WORK TO BE COMPLETED: Please restate the data that follows, leaving every word in place.

=====

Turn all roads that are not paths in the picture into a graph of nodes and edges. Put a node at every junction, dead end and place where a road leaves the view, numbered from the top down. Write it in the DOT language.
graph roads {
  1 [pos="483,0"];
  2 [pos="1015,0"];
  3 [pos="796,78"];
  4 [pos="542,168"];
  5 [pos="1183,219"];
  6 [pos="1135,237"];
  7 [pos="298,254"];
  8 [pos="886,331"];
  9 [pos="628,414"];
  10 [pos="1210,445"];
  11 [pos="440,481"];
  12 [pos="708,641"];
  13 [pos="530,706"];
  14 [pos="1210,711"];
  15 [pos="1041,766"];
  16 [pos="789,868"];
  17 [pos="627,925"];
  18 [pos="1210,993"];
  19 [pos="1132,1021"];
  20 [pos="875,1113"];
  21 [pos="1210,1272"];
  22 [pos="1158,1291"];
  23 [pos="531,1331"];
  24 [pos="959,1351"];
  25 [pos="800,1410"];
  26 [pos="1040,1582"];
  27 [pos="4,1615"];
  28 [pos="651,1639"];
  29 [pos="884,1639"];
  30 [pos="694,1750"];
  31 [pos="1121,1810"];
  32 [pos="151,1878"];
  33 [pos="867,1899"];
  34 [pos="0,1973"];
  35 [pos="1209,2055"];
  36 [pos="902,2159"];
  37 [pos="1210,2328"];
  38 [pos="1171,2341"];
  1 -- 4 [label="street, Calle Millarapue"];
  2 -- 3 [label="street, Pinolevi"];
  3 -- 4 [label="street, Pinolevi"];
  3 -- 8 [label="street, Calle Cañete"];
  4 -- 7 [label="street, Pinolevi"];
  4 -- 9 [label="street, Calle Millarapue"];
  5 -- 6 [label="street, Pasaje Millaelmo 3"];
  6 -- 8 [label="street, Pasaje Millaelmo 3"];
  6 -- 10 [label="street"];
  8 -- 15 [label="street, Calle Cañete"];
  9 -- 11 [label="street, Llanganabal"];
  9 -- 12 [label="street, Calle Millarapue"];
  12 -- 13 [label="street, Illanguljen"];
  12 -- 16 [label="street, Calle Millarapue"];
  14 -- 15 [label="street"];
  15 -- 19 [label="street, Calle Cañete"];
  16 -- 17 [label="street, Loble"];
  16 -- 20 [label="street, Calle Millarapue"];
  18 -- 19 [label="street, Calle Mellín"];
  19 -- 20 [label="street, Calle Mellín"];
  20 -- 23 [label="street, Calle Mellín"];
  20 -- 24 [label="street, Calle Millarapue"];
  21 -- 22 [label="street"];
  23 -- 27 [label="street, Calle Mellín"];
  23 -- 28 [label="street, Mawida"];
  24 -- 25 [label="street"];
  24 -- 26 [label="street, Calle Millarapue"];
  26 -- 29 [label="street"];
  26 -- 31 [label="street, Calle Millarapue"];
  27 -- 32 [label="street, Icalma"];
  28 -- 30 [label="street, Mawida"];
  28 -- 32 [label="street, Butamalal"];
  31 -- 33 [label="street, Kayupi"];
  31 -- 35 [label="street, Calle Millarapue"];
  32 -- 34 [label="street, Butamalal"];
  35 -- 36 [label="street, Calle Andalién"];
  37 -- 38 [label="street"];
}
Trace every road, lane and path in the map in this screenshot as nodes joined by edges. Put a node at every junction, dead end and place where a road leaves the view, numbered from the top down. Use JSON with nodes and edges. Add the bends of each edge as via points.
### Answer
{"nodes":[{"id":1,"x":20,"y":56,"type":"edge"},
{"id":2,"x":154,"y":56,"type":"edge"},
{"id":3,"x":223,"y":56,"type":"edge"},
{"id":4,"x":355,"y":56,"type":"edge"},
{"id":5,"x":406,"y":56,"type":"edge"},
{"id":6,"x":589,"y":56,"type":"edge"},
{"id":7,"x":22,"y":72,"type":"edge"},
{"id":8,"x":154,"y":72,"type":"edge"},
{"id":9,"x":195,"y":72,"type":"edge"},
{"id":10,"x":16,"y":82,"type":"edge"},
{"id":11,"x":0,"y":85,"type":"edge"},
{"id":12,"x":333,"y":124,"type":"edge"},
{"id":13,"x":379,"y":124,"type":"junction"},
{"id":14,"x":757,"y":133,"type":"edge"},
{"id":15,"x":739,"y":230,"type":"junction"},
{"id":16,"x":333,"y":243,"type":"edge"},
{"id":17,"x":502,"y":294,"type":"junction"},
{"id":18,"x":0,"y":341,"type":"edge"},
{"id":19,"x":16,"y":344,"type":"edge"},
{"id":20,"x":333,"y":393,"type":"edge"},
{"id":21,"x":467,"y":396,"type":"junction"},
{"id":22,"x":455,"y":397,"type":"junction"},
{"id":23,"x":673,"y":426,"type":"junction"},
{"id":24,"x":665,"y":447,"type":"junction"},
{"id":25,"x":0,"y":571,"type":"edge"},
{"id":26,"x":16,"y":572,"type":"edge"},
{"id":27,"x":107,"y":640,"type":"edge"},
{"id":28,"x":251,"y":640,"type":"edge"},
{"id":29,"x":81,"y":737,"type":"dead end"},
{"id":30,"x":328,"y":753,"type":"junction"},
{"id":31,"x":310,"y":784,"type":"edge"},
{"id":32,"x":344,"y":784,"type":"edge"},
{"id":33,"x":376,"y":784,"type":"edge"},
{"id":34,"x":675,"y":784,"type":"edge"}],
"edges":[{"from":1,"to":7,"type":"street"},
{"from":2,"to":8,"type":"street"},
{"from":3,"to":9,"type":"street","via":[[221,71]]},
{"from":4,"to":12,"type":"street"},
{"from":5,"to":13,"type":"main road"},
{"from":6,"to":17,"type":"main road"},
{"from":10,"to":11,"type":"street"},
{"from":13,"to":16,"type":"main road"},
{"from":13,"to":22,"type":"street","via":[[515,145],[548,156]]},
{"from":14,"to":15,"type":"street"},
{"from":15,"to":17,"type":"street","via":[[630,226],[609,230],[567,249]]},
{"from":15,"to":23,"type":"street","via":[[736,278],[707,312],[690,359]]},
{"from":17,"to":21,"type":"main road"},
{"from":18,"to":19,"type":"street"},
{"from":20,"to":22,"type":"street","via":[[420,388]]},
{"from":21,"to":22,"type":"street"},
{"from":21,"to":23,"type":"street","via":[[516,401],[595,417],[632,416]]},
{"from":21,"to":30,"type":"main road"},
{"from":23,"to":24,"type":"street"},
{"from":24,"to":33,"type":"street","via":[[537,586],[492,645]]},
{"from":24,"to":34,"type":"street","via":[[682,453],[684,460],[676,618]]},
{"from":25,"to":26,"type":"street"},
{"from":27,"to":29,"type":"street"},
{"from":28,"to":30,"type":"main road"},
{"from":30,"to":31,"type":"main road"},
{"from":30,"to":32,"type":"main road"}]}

=====

ANSWER SPACE:
Turn all roads that are not paths in the picture into a graph of nodes and edges. Put a node at every junction, dead end and place where a road leaves the view, numbered from the top down. Write it in the DOT language.
graph roads {
  1 [pos="483,0"];
  2 [pos="1015,0"];
  3 [pos="796,78"];
  4 [pos="542,168"];
  5 [pos="1183,219"];
  6 [pos="1135,237"];
  7 [pos="298,254"];
  8 [pos="886,331"];
  9 [pos="628,414"];
  10 [pos="1210,445"];
  11 [pos="440,481"];
  12 [pos="708,641"];
  13 [pos="530,706"];
  14 [pos="1210,711"];
  15 [pos="1041,766"];
  16 [pos="789,868"];
  17 [pos="627,925"];
  18 [pos="1210,993"];
  19 [pos="1132,1021"];
  20 [pos="875,1113"];
  21 [pos="1210,1272"];
  22 [pos="1158,1291"];
  23 [pos="531,1331"];
  24 [pos="959,1351"];
  25 [pos="800,1410"];
  26 [pos="1040,1582"];
  27 [pos="4,1615"];
  28 [pos="651,1639"];
  29 [pos="884,1639"];
  30 [pos="694,1750"];
  31 [pos="1121,1810"];
  32 [pos="151,1878"];
  33 [pos="867,1899"];
  34 [pos="0,1973"];
  35 [pos="1209,2055"];
  36 [pos="902,2159"];
  37 [pos="1210,2328"];
  38 [pos="1171,2341"];
  1 -- 4 [label="street, Calle Millarapue"];
  2 -- 3 [label="street, Pinolevi"];
  3 -- 4 [label="street, Pinolevi"];
  3 -- 8 [label="street, Calle Cañete"];
  4 -- 7 [label="street, Pinolevi"];
  4 -- 9 [label="street, Calle Millarapue"];
  5 -- 6 [label="street, Pasaje Millaelmo 3"];
  6 -- 8 [label="street, Pasaje Millaelmo 3"];
  6 -- 10 [label="street"];
  8 -- 15 [label="street, Calle Cañete"];
  9 -- 11 [label="street, Llanganabal"];
  9 -- 12 [label="street, Calle Millarapue"];
  12 -- 13 [label="street, Illanguljen"];
  12 -- 16 [label="street, Calle Millarapue"];
  14 -- 15 [label="street"];
  15 -- 19 [label="street, Calle Cañete"];
  16 -- 17 [label="street, Loble"];
  16 -- 20 [label="street, Calle Millarapue"];
  18 -- 19 [label="street, Calle Mellín"];
  19 -- 20 [label="street, Calle Mellín"];
  20 -- 23 [label="street, Calle Mellín"];
  20 -- 24 [label="street, Calle Millarapue"];
  21 -- 22 [label="street"];
  23 -- 27 [label="street, Calle Mellín"];
  23 -- 28 [label="street, Mawida"];
  24 -- 25 [label="street"];
  24 -- 26 [label="street, Calle Millarapue"];
  26 -- 29 [label="street"];
  26 -- 31 [label="street, Calle Millarapue"];
  27 -- 32 [label="street, Icalma"];
  28 -- 30 [label="street, Mawida"];
  28 -- 32 [label="street, Butamalal"];
  31 -- 33 [label="street, Kayupi"];
  31 -- 35 [label="street, Calle Millarapue"];
  32 -- 34 [label="street, Butamalal"];
  35 -- 36 [label="street, Calle Andalién"];
  37 -- 38 [label="street"];
}
Trace every road, lane and path in the map in this screenshot as nodes joined by edges. Put a node at every junction, dead end and place where a road leaves the view, numbered from the top down. Use JSON with nodes and edges. Add the bends of each edge as via points.
### Answer
{"nodes":[{"id":1,"x":20,"y":56,"type":"edge"},
{"id":2,"x":154,"y":56,"type":"edge"},
{"id":3,"x":223,"y":56,"type":"edge"},
{"id":4,"x":355,"y":56,"type":"edge"},
{"id":5,"x":406,"y":56,"type":"edge"},
{"id":6,"x":589,"y":56,"type":"edge"},
{"id":7,"x":22,"y":72,"type":"edge"},
{"id":8,"x":154,"y":72,"type":"edge"},
{"id":9,"x":195,"y":72,"type":"edge"},
{"id":10,"x":16,"y":82,"type":"edge"},
{"id":11,"x":0,"y":85,"type":"edge"},
{"id":12,"x":333,"y":124,"type":"edge"},
{"id":13,"x":379,"y":124,"type":"junction"},
{"id":14,"x":757,"y":133,"type":"edge"},
{"id":15,"x":739,"y":230,"type":"junction"},
{"id":16,"x":333,"y":243,"type":"edge"},
{"id":17,"x":502,"y":294,"type":"junction"},
{"id":18,"x":0,"y":341,"type":"edge"},
{"id":19,"x":16,"y":344,"type":"edge"},
{"id":20,"x":333,"y":393,"type":"edge"},
{"id":21,"x":467,"y":396,"type":"junction"},
{"id":22,"x":455,"y":397,"type":"junction"},
{"id":23,"x":673,"y":426,"type":"junction"},
{"id":24,"x":665,"y":447,"type":"junction"},
{"id":25,"x":0,"y":571,"type":"edge"},
{"id":26,"x":16,"y":572,"type":"edge"},
{"id":27,"x":107,"y":640,"type":"edge"},
{"id":28,"x":251,"y":640,"type":"edge"},
{"id":29,"x":81,"y":737,"type":"dead end"},
{"id":30,"x":328,"y":753,"type":"junction"},
{"id":31,"x":310,"y":784,"type":"edge"},
{"id":32,"x":344,"y":784,"type":"edge"},
{"id":33,"x":376,"y":784,"type":"edge"},
{"id":34,"x":675,"y":784,"type":"edge"}],
"edges":[{"from":1,"to":7,"type":"street"},
{"from":2,"to":8,"type":"street"},
{"from":3,"to":9,"type":"street","via":[[221,71]]},
{"from":4,"to":12,"type":"street"},
{"from":5,"to":13,"type":"main road"},
{"from":6,"to":17,"type":"main road"},
{"from":10,"to":11,"type":"street"},
{"from":13,"to":16,"type":"main road"},
{"from":13,"to":22,"type":"street","via":[[515,145],[548,156]]},
{"from":14,"to":15,"type":"street"},
{"from":15,"to":17,"type":"street","via":[[630,226],[609,230],[567,249]]},
{"from":15,"to":23,"type":"street","via":[[736,278],[707,312],[690,359]]},
{"from":17,"to":21,"type":"main road"},
{"from":18,"to":19,"type":"street"},
{"from":20,"to":22,"type":"street","via":[[420,388]]},
{"from":21,"to":22,"type":"street"},
{"from":21,"to":23,"type":"street","via":[[516,401],[595,417],[632,416]]},
{"from":21,"to":30,"type":"main road"},
{"from":23,"to":24,"type":"street"},
{"from":24,"to":33,"type":"street","via":[[537,586],[492,645]]},
{"from":24,"to":34,"type":"street","via":[[682,453],[684,460],[676,618]]},
{"from":25,"to":26,"type":"street"},
{"from":27,"to":29,"type":"street"},
{"from":28,"to":30,"type":"main road"},
{"from":30,"to":31,"type":"main road"},
{"from":30,"to":32,"type":"main road"}]}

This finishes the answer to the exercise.